Over the last several months, I have attempted to read every meta-analysis conducted on the subject of math instruction. One topic that is surprisingly not often discussed is the topic of lesson plan instruction. When I was in teachers college it was really hammered home that the three-part math lesson was the most evidence-based format. With the three-part math lesson, the teacher demonstrates the skill, the class then practices the skill, and then students practice individually. However, not only did I not find any meta-analyses on three part math lessons, I did not find any meta-analyses on lesson planning at all. That being said, I did find a type of math lesson continuously mentioned within the sub-context of other meta-analyses: CRA.

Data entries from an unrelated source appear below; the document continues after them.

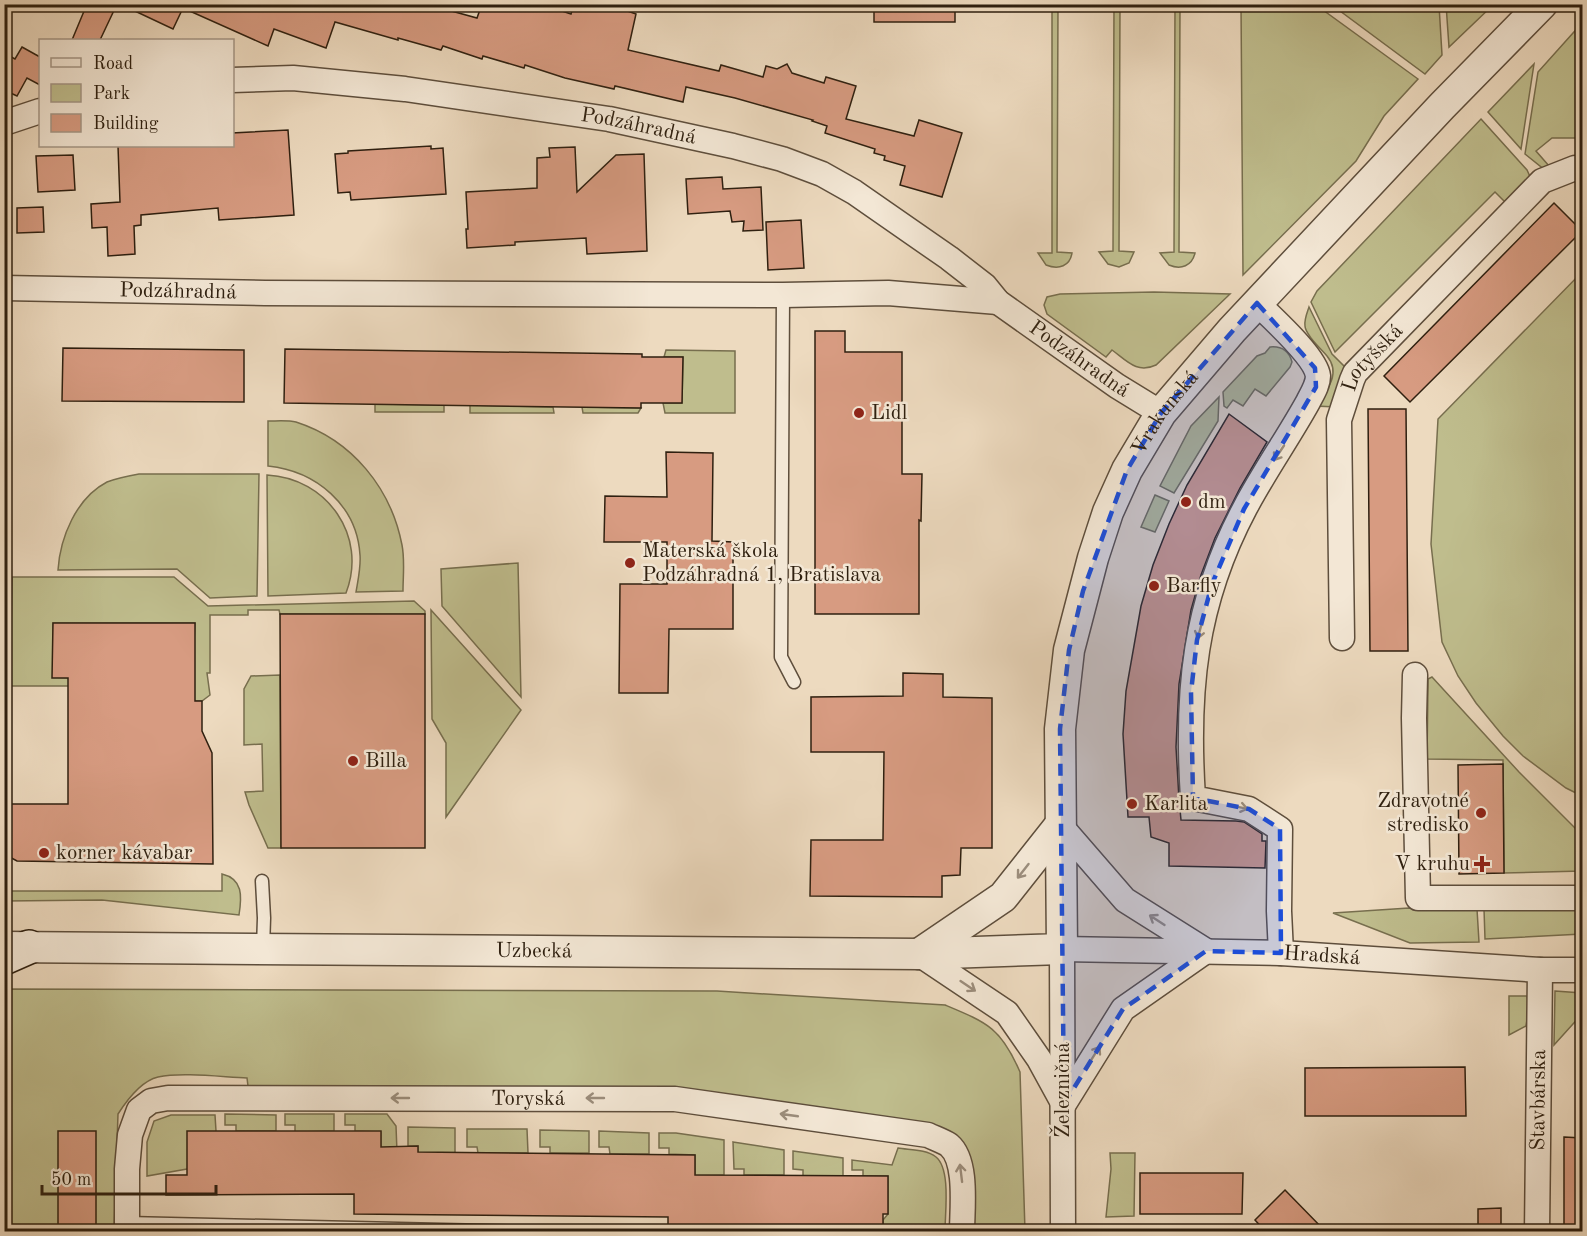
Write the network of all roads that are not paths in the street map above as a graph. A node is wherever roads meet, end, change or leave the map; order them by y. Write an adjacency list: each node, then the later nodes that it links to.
1 (1542, 4): 9 (street, Vrakunská)
2 (234, 80): 8 (street, Podzáhradná)
3 (39, 111): 4 (street)
4 (4, 123)
5 (1582, 168): 11 (street, Lotyšská)
6 (4, 288): 7 (street, Podzáhradná)
7 (783, 295): 8 (street, Podzáhradná); 13 (lane)
8 (998, 302): 10 (street, Podzáhradná)
9 (1257, 303): 10 (street, Vrakunská); 21 (street, one-way to 21)
10 (1161, 413): 14 (street, Vrakunská)
11 (1342, 638)
12 (1415, 675): 16 (street)
13 (794, 682)
14 (1060, 825): 19 (street, Vrakunská); 20 (street, one-way to 14); 22 (street, one-way to 22)
15 (262, 881): 18 (lane)
16 (1582, 898)
17 (10, 947): 18 (street, Uzbecká)
18 (263, 948): 22 (street, Uzbecká)
19 (1062, 949): 20 (street, Hradská); 22 (street, Uzbecká); 25 (street, Železničná)
20 (1206, 951): 21 (street, Hradská); 25 (street, one-way to 20)
21 (1281, 953): 23 (street, Hradská)
22 (919, 954): 25 (street, one-way to 25)
23 (1540, 970): 24 (street, Hradská); 30 (street, Stavbárska)
24 (1582, 970)
25 (1064, 1104): 29 (street, Železničná)
26 (127, 1227): 27 (lane); 28 (street, Toryská, one-way to 26)
27 (527, 1232)
28 (962, 1232)
29 (1063, 1232)
30 (1537, 1232)

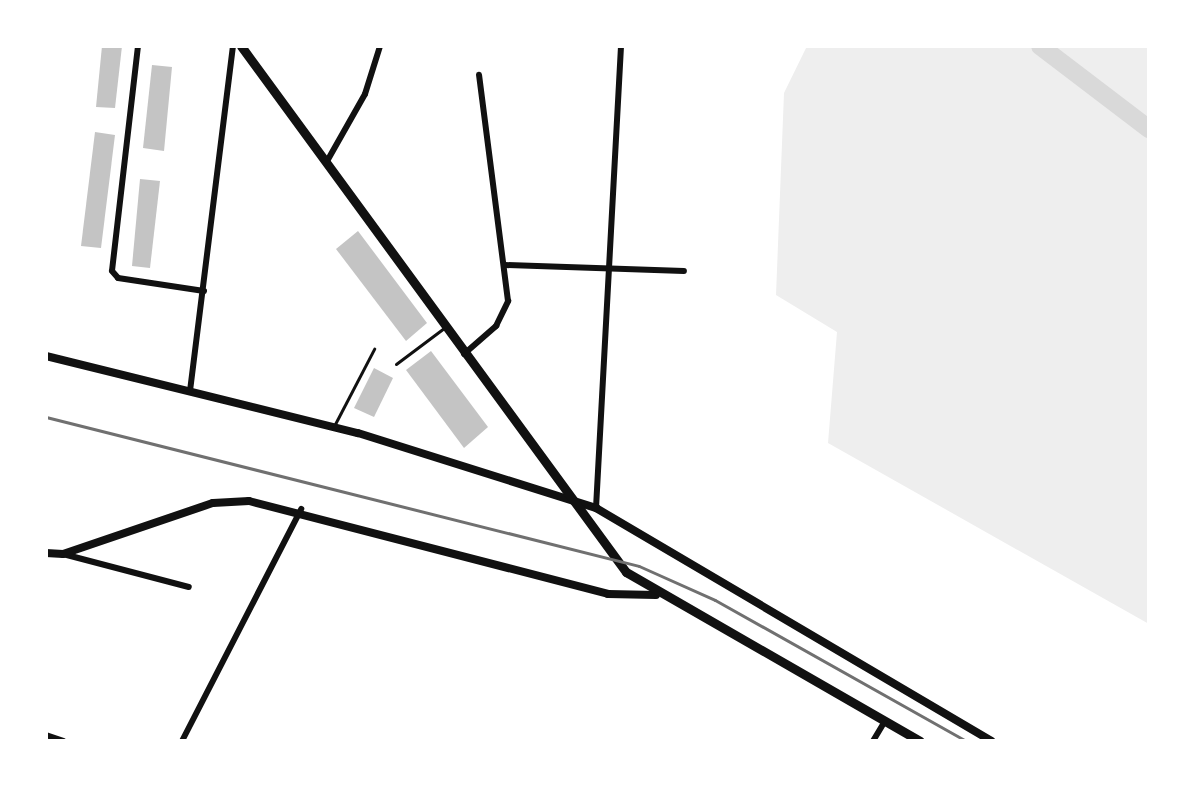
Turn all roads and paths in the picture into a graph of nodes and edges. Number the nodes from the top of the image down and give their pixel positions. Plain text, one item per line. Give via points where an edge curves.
1 (138, 46) edge
2 (233, 46) edge
3 (241, 46) edge
4 (380, 46) edge
5 (621, 46) edge
6 (479, 75) dead end
7 (326, 163) junction
8 (505, 265) junction
9 (684, 271) dead end
10 (612, 272) junction
11 (204, 291) junction
12 (445, 328) junction
13 (374, 349) dead end
14 (464, 354) junction
15 (46, 356) edge
16 (396, 364) dead end
17 (190, 391) junction
18 (333, 427) junction
19 (567, 497) junction
20 (596, 508) junction
21 (301, 509) junction
22 (46, 553) edge
23 (63, 554) junction
24 (189, 587) dead end
25 (656, 595) junction
26 (885, 721) junction
27 (46, 735) edge
28 (63, 741) edge
29 (182, 741) edge
30 (873, 741) edge
31 (920, 741) edge
32 (992, 741) edge

1 - 11 street via 112,271 118,278
2 - 11 street
3 - 7 main road
4 - 7 street via 365,94
5 - 10 street
6 - 8 street
7 - 12 main road
8 - 10 street
8 - 14 street via 506,309
9 - 10 street
10 - 20 street
11 - 17 street
12 - 14 main road
12 - 16 lane
13 - 18 lane
14 - 19 main road
15 - 17 street
17 - 18 street
18 - 19 street
19 - 20 street
19 - 25 main road via 611,556
20 - 32 street
21 - 23 street via 213,503
21 - 25 street via 608,594
21 - 29 street
22 - 23 street
23 - 24 street
25 - 26 main road
26 - 30 street
26 - 31 main road
27 - 28 street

CRA stands for concrete, representational, and abstract. It is also sometimes referred to as CPA (concrete, pictorial, abstract), CSA (Concrete, semi-concrete, and abstract), as well as graduated instruction. With this format teachers teach lessons in three stages, the first being manipulatives, the second being diagrams, and the third being, numerical problems. With this lesson/unit model, teachers are essentially using an iterative approach to teach both conceptually and procedurally, an approach, which Dr. Bethany Rittle showed to provide synergistic benefits. Within the CRA framework, manipulatives are used to ideally link the conceptual and abstract knowledge together for students. If you would like learn more about how manipulatives can best be used to do this check out this great article:


 I reached out to Dr. Corey Peltier, who has conducted research in this area, he explained to me that there are essentially two types of CRA: (a) CRA sequence versus (b) CRA framework (i.e., CRA-integrated). While there are three stages of instruction with the CRA method, these stages can be taught all in one lesson or they can be taught across a unit.While both CRA and CRAI are iterative teaching methodologies, CRAI is more iterative, as it teaches the procedural and conceptual knowledge within the same, lesson rather than the same unit.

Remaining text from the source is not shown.